Why this Led Zeppelin album Paul Stanley called a “disaster”

Why this Led Zeppelin album Paul Stanley called a “disaster”

Rock stars talk a lot of bollocks, but every now and then, one of them accidentally lands on something true. In a 2014 interview on his official website, Kiss frontman Paul Stanley went so far as to call Led Zeppelin’s 1969 debut album, Led Zeppelin I, a “disaster”.

Now, hold on. Put your pitchforks down, he wasn’t slagging it off. He was praising it. In fact, he meant it as the highest compliment imaginable. Because in Stanley’s world, the best music isn’t flawless: it sits on the brink of spontaneous combustion, teetering on the possibility of collapse, and is played with the kind of reckless abandon that gives mixing engineers night sweats.

“What we’ve done is we replaced passion with perfection,” Stanley said when asked what counts as bad music these days. He was lamenting the auto-tuned rinse-and-repeat cycle of contemporary pop. “The music that I loved, Motown, was full of mistakes. The first Zeppelin album was a disaster—it’s brilliant because Jimmy [Page] almost goes off the rails at times. That’s what music is about.”

He’s not wrong, either. Released in January 1969 and recorded in just 36 hours, Led Zeppelin I doesn’t so much start as roar into life like a steam-belching locomotive barely holding itself together as it leaves the station. Coughing out black plumes of hard-rock menace, ‘Good Times Bad Times’ thunders into view with John Bonham’s double-time pedal work sounding like it’s been welded together with brute force.

From the meandering crawl of ‘Dazed and Confused’ to the full-throttle derailment of ‘Communication Breakdown’, Jimmy Page shovels bluesy guitar riffs into the firebox like an industrial footman, trying to keep the whole thing from flying off the rails with nothing but dirt under his fingernails. It’s chaotic, unfiltered, and absolutely glorious.

To Paul Stanley, this kind of barely-contained chaos is a dying art. “Music is about pushing the boundaries in search of ecstasy,” he concluded. It may sound like an old man yelling at a cloud, but sometimes the storm’s rolling in whether we yell about it or not. In our modern era of EDM and trap-pop, it’s worth remembering that “ecstasy” doesn’t come from a click track or a pitch-corrected vocal. Sometimes it comes from four young maniacs in a room with barely enough time to tune up.

Even Jimmy Page, the alleged rail-leaver-in-chief, has always defended the rawness of early Zeppelin. “You can’t overthink the music,” he once said, adding, “Mood and intensity can’t be manufactured. The spontaneity of capturing a specific moment is what drives it.” In other words, if it sounds like it might explode, you’re probably doing it right.

Their debut album didn’t just launch Led Zeppelin’s career, but it forever redefined what hard rock was. Without it, you don’t get Paranoid. You don’t get Nevermind. Just a lot less noise, and a lot less fun.
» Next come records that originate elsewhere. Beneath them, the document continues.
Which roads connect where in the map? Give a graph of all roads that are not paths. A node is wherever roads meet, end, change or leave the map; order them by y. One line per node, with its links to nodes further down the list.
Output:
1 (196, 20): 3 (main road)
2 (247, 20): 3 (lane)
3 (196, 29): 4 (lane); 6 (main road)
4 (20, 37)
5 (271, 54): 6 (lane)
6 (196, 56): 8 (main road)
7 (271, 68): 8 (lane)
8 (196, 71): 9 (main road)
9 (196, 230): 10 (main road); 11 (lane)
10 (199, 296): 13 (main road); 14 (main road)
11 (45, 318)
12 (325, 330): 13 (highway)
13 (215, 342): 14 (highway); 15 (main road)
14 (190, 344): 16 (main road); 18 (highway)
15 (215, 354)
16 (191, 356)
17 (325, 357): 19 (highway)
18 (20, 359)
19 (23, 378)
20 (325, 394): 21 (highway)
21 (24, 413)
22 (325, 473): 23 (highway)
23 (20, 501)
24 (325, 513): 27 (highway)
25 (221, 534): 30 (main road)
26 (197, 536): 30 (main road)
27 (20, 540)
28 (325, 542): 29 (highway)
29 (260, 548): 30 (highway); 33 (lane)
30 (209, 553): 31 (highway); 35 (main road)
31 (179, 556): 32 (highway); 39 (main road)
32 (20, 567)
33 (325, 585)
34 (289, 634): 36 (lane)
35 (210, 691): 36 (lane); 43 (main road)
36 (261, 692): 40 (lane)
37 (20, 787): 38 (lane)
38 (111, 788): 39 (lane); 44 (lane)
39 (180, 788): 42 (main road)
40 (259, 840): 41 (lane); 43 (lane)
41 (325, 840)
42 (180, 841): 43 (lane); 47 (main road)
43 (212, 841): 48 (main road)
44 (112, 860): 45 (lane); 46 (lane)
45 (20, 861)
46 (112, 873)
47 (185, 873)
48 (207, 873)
So when Stanley calls Led Zeppelin I a disaster, take it the way he meant it, as a plea to bring back real, imperfect music made by actual human beings, and not computer plug-ins. He might front Kiss—the world’s most cartoonishly vapid band, who resort to make-up to distract from their terrible songs—but about this point, he’s dead right. It’s not the mistakes that ruin music; it’s the lack of them.